Im Falle von Programmänderungen, der Absage einzelner Veranstaltungen, Streichung einzelner Programmounkte, hat der Teilnehmer keine Ansprüche gegen den Veranstalter, solange die Änderungen in einem gewissen Rahmen bleiben und der Gesamtcharakter des Festivals gewahrt bleibt. Verspätungen und Verlegungen einzelner Programmpunkte sind vom Teilnehmer hinzunehmen.

 

§ 9 Jugendschutz

 

Für das Nordlicht-Festival gelten die Bestimmungen des Gesetzes zum Schutz der Jugend in der Öffentlichkeit.

 

§ 10 Haftungsbeschränkung

 

(1)

Der Veranstalter, seine gesetzlichen Vertreter oder seine Mitarbeitenden haften nur bei Vorsatz oder grober Fahrlässigkeit.

 

(2)

Von der vorstehenden Haftungsbeschränkung unberührt bleibt die Haftung des Veranstalters für anfängliche Unmöglichkeit und für die Verletzung vertragswesentlicher Pflichten auch bei einfacher Fahrlässigkeit, jedoch begrenzt auf den vorhersehbaren und vertragstypischen Schaden.
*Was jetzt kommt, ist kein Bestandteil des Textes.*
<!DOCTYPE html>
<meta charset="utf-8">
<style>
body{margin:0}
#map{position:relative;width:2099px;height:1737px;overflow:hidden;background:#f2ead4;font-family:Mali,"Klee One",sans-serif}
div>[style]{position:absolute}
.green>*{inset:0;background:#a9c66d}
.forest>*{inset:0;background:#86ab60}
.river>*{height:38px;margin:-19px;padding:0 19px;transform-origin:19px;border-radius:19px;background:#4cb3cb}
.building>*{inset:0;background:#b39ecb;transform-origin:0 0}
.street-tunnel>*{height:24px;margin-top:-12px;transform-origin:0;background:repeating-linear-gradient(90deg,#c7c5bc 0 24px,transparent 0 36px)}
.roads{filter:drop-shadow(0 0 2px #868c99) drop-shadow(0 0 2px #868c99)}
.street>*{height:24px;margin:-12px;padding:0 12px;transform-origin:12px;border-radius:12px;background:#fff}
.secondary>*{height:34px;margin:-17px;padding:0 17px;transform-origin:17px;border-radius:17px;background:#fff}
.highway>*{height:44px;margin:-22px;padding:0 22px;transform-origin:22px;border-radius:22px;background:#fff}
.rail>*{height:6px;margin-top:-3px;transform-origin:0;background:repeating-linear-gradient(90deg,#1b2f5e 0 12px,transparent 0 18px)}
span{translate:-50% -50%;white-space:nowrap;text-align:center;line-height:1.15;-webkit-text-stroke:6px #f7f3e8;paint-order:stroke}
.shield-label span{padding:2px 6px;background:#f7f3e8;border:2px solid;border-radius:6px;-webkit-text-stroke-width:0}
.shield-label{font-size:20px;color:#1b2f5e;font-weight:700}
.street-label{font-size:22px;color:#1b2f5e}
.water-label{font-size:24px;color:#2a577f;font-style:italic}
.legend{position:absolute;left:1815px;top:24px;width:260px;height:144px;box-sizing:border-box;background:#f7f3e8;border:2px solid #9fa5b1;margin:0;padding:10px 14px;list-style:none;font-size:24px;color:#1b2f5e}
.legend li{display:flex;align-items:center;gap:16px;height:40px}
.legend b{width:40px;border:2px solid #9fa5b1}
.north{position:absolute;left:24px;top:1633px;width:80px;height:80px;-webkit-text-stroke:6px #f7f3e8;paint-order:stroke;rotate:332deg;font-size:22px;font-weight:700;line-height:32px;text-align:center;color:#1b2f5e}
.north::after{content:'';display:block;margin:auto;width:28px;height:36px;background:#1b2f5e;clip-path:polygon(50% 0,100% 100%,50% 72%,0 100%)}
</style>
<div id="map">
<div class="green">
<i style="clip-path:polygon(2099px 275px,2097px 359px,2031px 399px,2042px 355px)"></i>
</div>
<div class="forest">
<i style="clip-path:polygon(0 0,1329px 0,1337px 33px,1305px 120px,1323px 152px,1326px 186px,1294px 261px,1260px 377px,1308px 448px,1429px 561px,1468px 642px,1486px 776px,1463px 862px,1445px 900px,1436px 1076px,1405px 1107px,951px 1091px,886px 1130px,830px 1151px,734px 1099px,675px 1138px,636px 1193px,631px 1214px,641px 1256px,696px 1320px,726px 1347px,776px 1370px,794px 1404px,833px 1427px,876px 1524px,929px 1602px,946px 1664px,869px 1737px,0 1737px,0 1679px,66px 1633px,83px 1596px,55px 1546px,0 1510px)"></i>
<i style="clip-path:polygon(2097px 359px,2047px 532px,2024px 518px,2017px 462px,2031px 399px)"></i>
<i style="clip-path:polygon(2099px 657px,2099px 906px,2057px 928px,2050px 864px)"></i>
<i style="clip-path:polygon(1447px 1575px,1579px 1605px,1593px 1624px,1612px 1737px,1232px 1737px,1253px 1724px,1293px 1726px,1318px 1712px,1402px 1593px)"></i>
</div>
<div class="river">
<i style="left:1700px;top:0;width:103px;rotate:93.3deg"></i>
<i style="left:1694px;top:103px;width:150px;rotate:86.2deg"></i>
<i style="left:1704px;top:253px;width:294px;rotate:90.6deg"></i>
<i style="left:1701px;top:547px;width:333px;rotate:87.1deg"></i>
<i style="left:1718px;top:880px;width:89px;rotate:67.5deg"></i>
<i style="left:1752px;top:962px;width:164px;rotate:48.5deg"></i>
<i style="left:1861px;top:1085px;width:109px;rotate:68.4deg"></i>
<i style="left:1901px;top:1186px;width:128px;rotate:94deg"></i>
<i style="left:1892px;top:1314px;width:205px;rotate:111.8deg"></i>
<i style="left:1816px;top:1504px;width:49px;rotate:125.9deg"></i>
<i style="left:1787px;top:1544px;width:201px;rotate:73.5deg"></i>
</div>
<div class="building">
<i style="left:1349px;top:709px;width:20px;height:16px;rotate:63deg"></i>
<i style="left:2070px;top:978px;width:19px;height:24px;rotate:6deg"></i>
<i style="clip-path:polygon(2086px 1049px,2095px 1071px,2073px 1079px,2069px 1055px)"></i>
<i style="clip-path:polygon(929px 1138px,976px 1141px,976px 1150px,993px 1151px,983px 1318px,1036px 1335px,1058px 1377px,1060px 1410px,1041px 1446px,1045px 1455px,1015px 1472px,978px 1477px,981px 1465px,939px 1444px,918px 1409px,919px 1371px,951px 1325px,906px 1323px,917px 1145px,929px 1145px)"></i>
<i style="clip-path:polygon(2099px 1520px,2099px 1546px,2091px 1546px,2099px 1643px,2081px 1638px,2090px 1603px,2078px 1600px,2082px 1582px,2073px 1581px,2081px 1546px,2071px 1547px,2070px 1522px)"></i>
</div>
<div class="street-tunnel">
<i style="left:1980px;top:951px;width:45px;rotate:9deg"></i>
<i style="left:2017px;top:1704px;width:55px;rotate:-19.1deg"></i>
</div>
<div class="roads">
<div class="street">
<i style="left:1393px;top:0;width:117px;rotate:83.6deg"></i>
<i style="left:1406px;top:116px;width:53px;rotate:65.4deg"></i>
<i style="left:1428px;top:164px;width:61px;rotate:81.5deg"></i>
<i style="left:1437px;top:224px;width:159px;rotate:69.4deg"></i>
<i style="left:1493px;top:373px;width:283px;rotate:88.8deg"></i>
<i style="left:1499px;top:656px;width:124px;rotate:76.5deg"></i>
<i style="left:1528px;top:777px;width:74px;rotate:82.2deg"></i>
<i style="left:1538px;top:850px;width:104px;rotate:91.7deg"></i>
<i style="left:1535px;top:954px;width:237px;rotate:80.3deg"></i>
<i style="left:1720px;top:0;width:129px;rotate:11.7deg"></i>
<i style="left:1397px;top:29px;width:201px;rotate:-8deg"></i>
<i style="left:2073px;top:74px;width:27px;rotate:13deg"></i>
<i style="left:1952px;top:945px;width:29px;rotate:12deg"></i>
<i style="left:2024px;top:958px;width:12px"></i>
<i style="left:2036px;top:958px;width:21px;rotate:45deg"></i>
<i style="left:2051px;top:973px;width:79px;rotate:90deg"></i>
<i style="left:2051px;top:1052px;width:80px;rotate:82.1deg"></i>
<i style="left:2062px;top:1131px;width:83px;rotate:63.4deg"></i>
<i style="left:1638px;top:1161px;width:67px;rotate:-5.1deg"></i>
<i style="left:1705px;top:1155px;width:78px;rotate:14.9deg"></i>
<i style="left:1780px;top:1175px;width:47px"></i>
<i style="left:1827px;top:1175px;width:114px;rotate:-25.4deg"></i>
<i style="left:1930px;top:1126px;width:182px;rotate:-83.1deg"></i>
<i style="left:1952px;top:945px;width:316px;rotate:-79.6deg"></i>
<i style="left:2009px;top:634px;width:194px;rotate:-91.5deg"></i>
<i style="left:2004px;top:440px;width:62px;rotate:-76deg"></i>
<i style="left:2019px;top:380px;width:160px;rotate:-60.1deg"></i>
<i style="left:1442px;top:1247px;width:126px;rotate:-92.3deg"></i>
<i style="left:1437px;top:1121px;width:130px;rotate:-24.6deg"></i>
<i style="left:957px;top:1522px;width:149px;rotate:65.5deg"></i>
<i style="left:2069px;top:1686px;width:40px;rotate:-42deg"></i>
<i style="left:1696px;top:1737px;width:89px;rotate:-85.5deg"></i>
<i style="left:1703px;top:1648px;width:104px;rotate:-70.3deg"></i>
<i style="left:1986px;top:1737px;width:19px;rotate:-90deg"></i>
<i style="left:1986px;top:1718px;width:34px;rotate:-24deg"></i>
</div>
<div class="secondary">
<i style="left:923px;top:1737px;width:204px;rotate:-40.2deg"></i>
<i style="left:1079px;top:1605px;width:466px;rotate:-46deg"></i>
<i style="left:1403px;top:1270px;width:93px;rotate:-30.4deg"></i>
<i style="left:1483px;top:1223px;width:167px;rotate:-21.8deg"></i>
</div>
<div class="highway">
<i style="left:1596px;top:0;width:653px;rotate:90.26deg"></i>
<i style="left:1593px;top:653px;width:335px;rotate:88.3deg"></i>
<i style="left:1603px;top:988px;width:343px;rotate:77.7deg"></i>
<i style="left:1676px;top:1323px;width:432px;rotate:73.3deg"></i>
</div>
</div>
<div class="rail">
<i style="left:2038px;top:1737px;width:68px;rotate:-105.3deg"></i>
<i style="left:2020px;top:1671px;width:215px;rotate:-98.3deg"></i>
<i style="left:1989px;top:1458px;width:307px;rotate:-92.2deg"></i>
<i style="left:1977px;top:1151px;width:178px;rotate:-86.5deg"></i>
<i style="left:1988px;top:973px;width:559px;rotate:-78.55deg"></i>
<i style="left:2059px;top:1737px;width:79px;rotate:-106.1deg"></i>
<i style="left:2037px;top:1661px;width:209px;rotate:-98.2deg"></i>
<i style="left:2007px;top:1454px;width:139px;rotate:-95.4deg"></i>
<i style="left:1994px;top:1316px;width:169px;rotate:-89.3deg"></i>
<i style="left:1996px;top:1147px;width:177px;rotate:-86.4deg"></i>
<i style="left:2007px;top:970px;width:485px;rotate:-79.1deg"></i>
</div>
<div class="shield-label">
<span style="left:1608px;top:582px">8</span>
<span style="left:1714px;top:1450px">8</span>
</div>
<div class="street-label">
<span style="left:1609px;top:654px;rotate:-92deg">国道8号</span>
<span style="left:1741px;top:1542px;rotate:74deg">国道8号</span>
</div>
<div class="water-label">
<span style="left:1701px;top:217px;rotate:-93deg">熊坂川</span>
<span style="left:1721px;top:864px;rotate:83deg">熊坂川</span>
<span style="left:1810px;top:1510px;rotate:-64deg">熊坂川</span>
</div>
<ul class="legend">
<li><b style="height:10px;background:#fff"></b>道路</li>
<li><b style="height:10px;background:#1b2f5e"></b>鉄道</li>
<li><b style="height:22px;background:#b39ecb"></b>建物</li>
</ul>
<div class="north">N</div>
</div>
Ansprüche für Schäden aus der Verletzung des Lebens, des Körpers oder der Gesundheit sowie nach dem Produkthaftungsgesetz bleiben von der vorstehenden Beschränkung unberührt.

 

(3)

Dem Teilnehmer ist bewusst, dass er das gesamte Festivalgelände und alle Park- und Campingflächen auf eigene Gefahr betritt. Der Veranstalter haftet nicht für Verletzungen oder Sachschäden durch Unachtsamkeit und auch nicht für Schäden die z.B. während einzelner Programmpunkte entstehen.

 

§ 11 Anwendbares Recht, AGB-Änderungen

 

(1)

Es gilt ausschließlich deutsches Recht.

 

(2)

Der Veranstalter behält sich vor, die AGB jederzeit zu ändern.